[Records contained in a dataset]

● ● ● ●

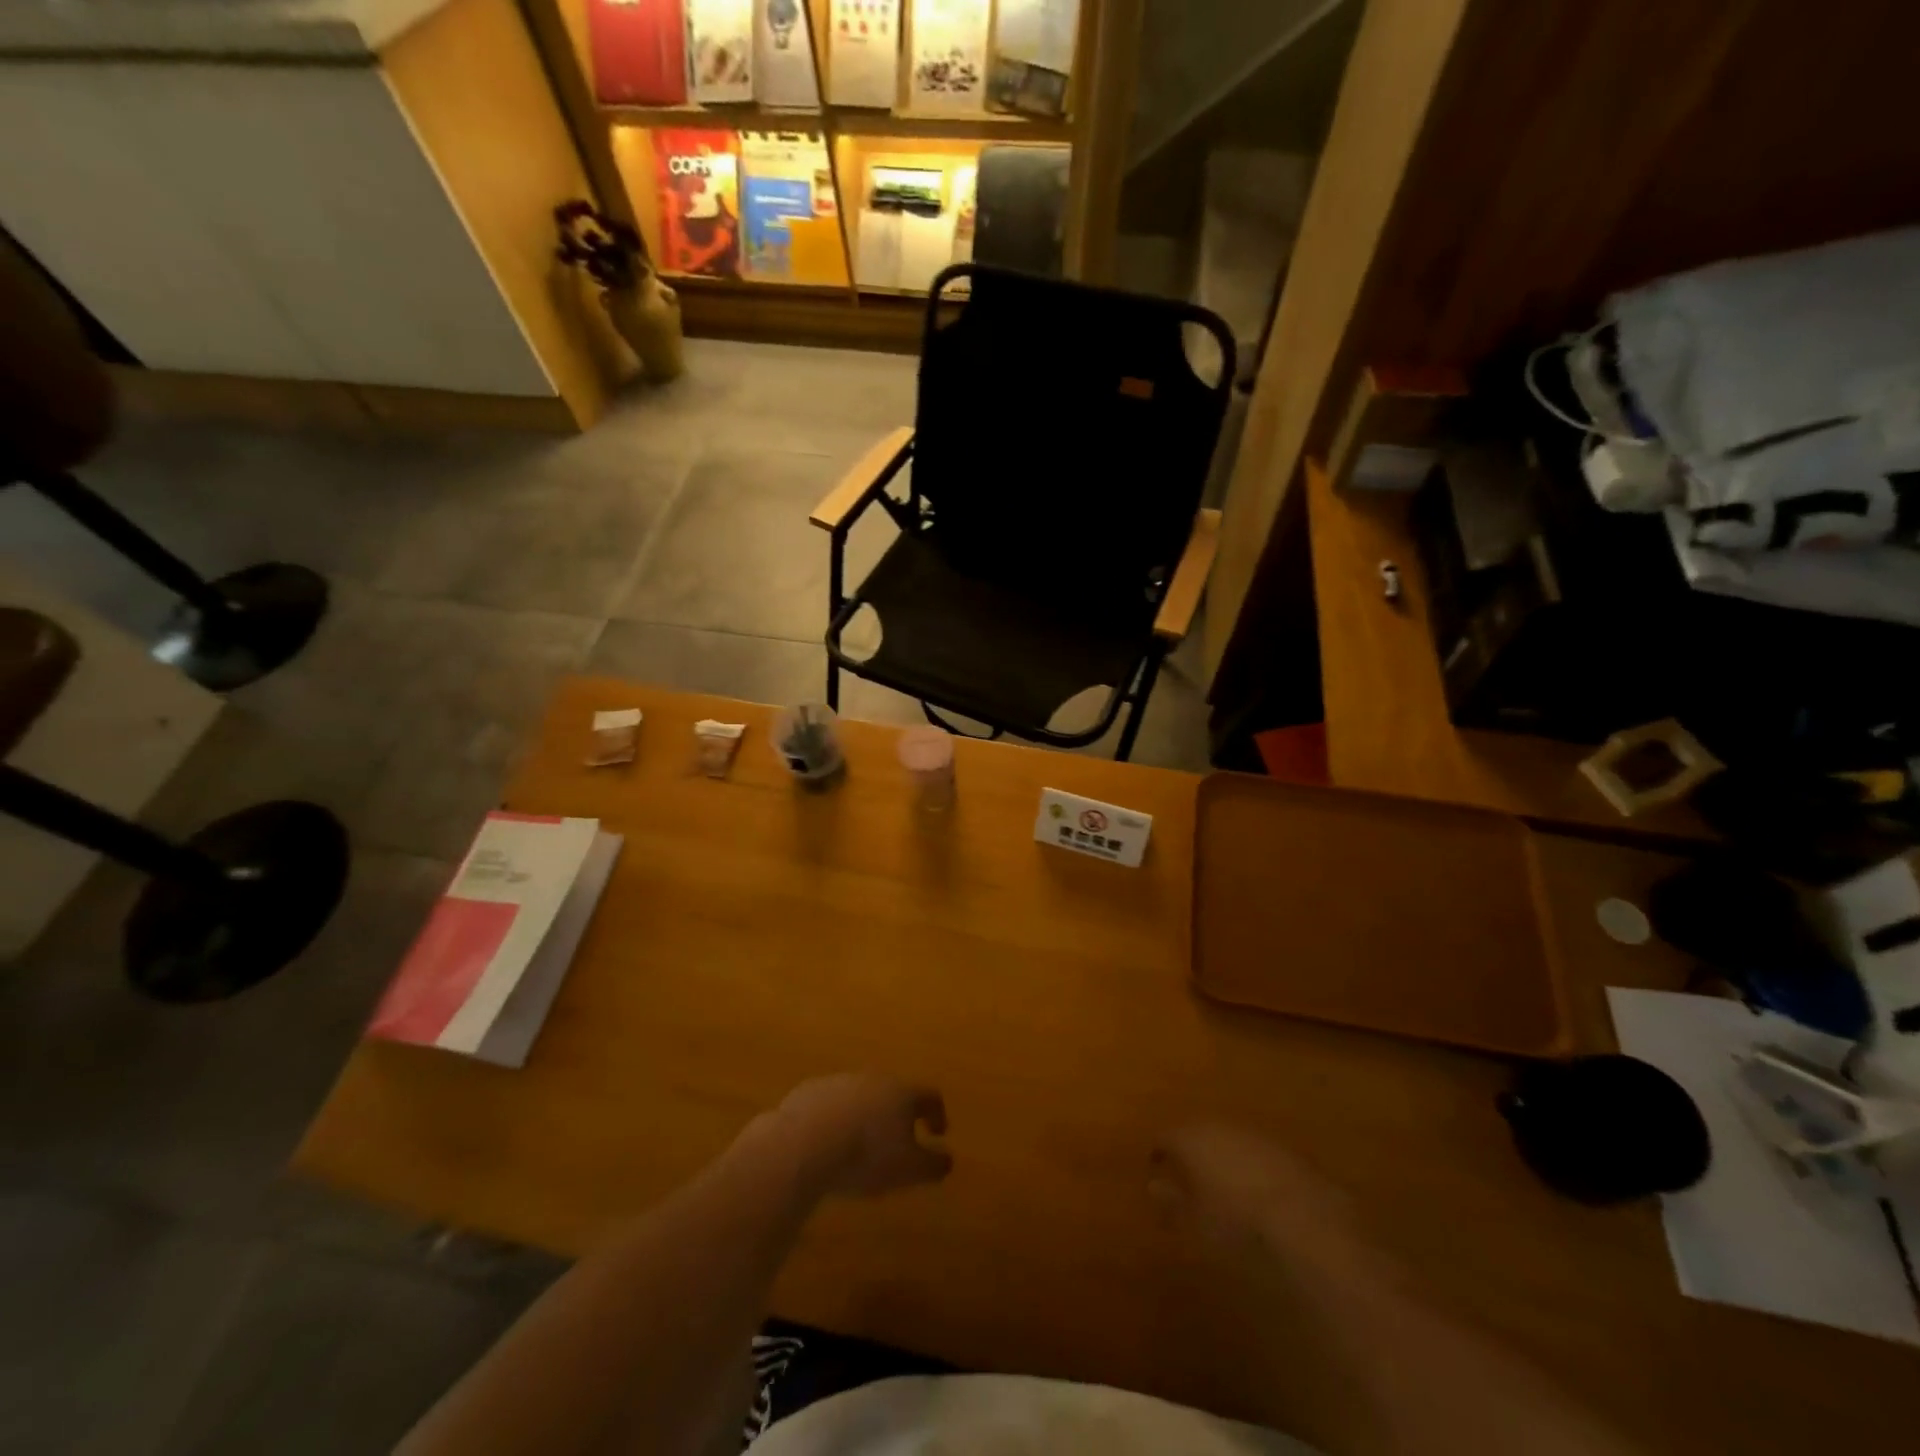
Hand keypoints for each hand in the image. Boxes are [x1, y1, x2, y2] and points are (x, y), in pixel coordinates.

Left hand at [765, 1074, 951, 1198]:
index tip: (938, 1134)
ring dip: (865, 1116)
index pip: (929, 1096)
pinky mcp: (810, 1090)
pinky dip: (835, 1119)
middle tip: (897, 1142)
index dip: (937, 1114)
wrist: (804, 1144)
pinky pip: (830, 1103)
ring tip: (859, 1146)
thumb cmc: (866, 1156)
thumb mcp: (908, 1170)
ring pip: (860, 1096)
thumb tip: (948, 1158)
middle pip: (893, 1092)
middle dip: (898, 1115)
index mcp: (902, 1093)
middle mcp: (874, 1079)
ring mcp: (840, 1082)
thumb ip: (933, 1164)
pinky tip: (828, 1143)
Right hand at [1151, 1124, 1359, 1264]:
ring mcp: (1255, 1136)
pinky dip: (1250, 1168)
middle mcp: (1220, 1127)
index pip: (1165, 1136)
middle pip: (1197, 1133)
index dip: (1158, 1152)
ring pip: (1229, 1141)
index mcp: (1191, 1139)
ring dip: (1222, 1157)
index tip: (1154, 1167)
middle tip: (1187, 1176)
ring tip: (1222, 1185)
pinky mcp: (1285, 1151)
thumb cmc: (1236, 1225)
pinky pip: (1256, 1154)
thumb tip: (1153, 1186)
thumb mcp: (1196, 1223)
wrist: (1306, 1223)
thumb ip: (1172, 1202)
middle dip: (1191, 1151)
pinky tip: (1256, 1192)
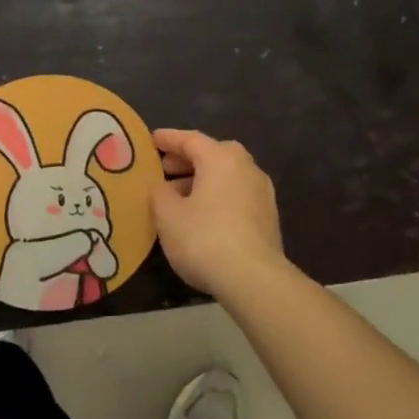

● ● ● ●

WHAT IS EXPECTED:
All lines from the one holding "ring mcp: (840, 1082)" through the last line of the entries, and nothing else, are to be output exactly; leave out the pictures.

RESPONSE:
ring mcp: (840, 1082)
thumb ip: (933, 1164)
pinky tip: (828, 1143)
Right hand at [1151, 1124, 1359, 1264]:
ring mcp: (1255, 1136)
pinky dip: (1250, 1168)
middle mcp: (1220, 1127)
index pip: (1165, 1136)
middle pip: (1197, 1133)
index dip: (1158, 1152)
ring pip: (1229, 1141)
index mcp: (1191, 1139)
ring dip: (1222, 1157)
index tip: (1154, 1167)
middle tip: (1187, 1176)
ring tip: (1222, 1185)
pinky mcp: (1285, 1151)
thumb cmc: (1236, 1225)
pinky pip: (1256, 1154)
thumb tip: (1153, 1186)
thumb mcp: (1196, 1223)
wrist: (1306, 1223)
thumb ip: (1172, 1202)
middle dip: (1191, 1151)
pinky tip: (1256, 1192)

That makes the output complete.